# Seeding clover on a bank (hillside)



## Joel_BC (Nov 10, 2009)

Clover seed has become expensive. So I want to use what I've bought effectively. I've got an inclined earthen bank that is the result of site preparation for a building, on sloping land. The earth on the south end is exposed, but has proved reasonably stable so far. I want to seed clover onto the bank to get some plants (& roots) established there.

My question is this: Since I cannot readily get irrigation to this site, it will be dependent on natural, seasonal rains for germination and for keeping the clover from dying and keeping it growing. If I seed it today, that job is off my list - *but*, will the clover do okay if exposed to the sun for a week or so until rain chances to come? Or should I instead wait until rain is forecast, and seed the bank the day before?
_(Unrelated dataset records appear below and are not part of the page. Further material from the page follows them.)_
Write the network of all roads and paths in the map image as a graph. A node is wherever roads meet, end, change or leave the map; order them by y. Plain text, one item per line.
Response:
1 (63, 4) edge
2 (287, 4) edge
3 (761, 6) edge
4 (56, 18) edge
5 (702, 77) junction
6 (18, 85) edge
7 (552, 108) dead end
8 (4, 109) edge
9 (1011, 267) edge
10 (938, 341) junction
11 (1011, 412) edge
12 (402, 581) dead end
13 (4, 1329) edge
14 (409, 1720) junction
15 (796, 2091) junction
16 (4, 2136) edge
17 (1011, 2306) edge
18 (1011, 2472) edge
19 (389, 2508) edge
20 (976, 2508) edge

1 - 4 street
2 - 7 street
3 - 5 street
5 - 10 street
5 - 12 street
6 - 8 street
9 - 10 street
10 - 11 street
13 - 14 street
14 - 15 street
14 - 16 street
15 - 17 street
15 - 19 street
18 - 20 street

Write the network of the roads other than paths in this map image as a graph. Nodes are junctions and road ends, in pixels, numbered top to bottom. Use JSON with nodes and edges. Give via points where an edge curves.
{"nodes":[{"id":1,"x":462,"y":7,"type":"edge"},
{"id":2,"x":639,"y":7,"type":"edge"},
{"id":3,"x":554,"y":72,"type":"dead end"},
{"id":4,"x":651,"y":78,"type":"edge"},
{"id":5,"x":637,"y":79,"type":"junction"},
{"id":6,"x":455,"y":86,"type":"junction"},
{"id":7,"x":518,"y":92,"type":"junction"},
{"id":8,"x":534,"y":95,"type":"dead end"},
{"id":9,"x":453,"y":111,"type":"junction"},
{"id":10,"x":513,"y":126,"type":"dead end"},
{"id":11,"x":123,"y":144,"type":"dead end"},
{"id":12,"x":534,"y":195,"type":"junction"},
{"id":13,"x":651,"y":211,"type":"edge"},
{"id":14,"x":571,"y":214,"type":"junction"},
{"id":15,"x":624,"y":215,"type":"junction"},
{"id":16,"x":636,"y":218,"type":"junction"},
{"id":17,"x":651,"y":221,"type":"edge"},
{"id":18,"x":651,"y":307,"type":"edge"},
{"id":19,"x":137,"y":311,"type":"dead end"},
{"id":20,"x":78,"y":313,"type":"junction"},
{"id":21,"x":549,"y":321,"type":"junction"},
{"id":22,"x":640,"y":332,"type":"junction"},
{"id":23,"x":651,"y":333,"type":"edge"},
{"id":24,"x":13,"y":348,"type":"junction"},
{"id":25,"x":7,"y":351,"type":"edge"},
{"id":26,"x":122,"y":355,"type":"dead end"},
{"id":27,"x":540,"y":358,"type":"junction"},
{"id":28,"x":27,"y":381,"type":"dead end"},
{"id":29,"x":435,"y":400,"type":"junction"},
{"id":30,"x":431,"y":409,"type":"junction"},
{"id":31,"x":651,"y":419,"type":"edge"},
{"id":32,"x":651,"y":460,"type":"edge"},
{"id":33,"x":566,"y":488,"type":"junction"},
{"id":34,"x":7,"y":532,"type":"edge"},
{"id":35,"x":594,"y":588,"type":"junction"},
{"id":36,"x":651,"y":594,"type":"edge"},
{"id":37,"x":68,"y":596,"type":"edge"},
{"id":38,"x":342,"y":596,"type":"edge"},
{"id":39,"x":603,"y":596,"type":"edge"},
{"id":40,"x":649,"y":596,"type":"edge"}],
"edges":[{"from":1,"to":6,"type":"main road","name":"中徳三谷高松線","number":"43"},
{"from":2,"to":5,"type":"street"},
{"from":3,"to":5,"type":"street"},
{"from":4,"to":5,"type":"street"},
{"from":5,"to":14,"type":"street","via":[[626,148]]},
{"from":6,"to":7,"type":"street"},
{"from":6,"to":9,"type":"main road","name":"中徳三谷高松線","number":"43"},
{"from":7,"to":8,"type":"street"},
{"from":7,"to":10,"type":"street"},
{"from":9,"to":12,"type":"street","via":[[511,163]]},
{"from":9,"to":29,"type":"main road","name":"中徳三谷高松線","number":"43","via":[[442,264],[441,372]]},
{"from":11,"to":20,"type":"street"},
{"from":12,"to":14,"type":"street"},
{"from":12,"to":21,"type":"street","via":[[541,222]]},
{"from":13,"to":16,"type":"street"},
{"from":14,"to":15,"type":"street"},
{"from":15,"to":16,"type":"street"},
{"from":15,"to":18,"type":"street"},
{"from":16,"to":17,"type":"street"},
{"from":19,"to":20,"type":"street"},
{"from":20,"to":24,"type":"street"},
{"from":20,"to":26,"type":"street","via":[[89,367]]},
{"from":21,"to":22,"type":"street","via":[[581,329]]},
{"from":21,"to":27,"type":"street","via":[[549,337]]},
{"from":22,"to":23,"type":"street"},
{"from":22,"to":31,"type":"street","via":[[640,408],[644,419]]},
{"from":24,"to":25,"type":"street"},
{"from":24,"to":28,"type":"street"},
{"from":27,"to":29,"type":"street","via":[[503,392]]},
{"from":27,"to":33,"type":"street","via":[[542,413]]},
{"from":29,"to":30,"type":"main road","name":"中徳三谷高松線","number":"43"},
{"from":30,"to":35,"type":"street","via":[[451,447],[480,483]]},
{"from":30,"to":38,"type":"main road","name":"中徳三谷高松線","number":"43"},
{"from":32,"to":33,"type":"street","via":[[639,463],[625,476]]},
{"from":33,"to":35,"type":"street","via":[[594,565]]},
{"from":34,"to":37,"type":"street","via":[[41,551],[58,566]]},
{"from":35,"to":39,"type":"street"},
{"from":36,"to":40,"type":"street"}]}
The exposed soil is non-clayish, non-glazed. I expect a certain percentage of the seed would fall so that it finds nooks, pockets, and clods in the bank's surface - so maybe enough would randomly find shade to wait for moisture. ??

Please advise me...


----------



## Jenn (Nov 9, 2004)

How about using seed balls? And or straw mulch?


----------



## geo in mi (Nov 14, 2008)

Joel,
Not really enough information given to really get you a realistic answer. In general, sowing clover on bare, fairly warm ground will require you to cover the seed lightly and then gently water it in. It requires ground contact--really, moisture contact, to get it to germinate and hold it in one place long enough to get rooted. It will also need enough moisture, and shade(or ground covering, if you will) so the new, very tiny seedling won't cook in the hot sun's rays. If you rely on a rainfall, you will probably get lots of germination where the puddles were, and bare, hard spots(or weed germination) where the clover washed off of it. Then you will have to scarify/scratch the soil surface, and reseed--again taking the same chance with rainfall.

Keep in mind, too, that clovers/legumes require high pH soil--low acid.. If you haven't done this already, then you may not get that good of growth and it will take a lot if time to get an ammendment of lime down to the root zone and release--especially on a hillside. Also, though not entirely necessary, innoculation with bacteria helps growth and nitrogen fixation on areas where clover has never been grown before.

Most important is your choice of clovers--some are annual, some are biannual, and usually, only white clovers are perennial--Ladino and White Dutch--hope your dealer or seed source helped you with that. If you can Google "seeding clover" you can get much more information that may be of help, too.

Hope this helps,
geo


----------



## Joel_BC (Nov 10, 2009)

The clover I purchased is White Dutch.

The bank is steep - greater than a "100% grade" (which is 45 degrees). But, on the positive site, it is rough rather than smooth. A fair percentage of cast seed should stick in place. I have no way to mulch it that will keep the mulch in place. If clover gets a start, then next year I can again cast seed there, and the bunches of this year's growth should help more seed to find a place, mechanically - plus keep the new seedlings shaded, etc.


----------



## geo in mi (Nov 14, 2008)

Joel,

With that much grade, I dunno..... You could spike some lodging holes in it with a pitchfork.......depending on how much area you have to cover.....

On my county road work a couple of years ago they used the plastic/straw sandwich mats to reseed all the areas--even level ones. These are like rolls of carpeting--eight feet wide, and staked down at intervals. I finally took off the mats they put on my lawn, but left those on the grades--worked fine to get grass going.. I would certainly suggest that, lest you have gulley washouts before the clover has a chance to get established. Check a landscape supply company.
geo


----------



## Bearfootfarm (Jul 13, 2006)

On a grade that steep, the first rain will wash all the seed away
You need a good seedbed and lots of mulch to establish plants on a slope.

Maybe you can rent a straw blower, or even put down some straw by hand

About half of clover seed is "hard seed", which means it can take up to a year to germinate.
I thiink you'd be better off to plant a mix with some annual rye grass so you'll have something that will germinate and grow *quickly *


----------



## am1too (Dec 30, 2009)

My local farm store that sells clover says to plant it in the fall. Anything you plant in the spring will require more watering, especially come summer.


----------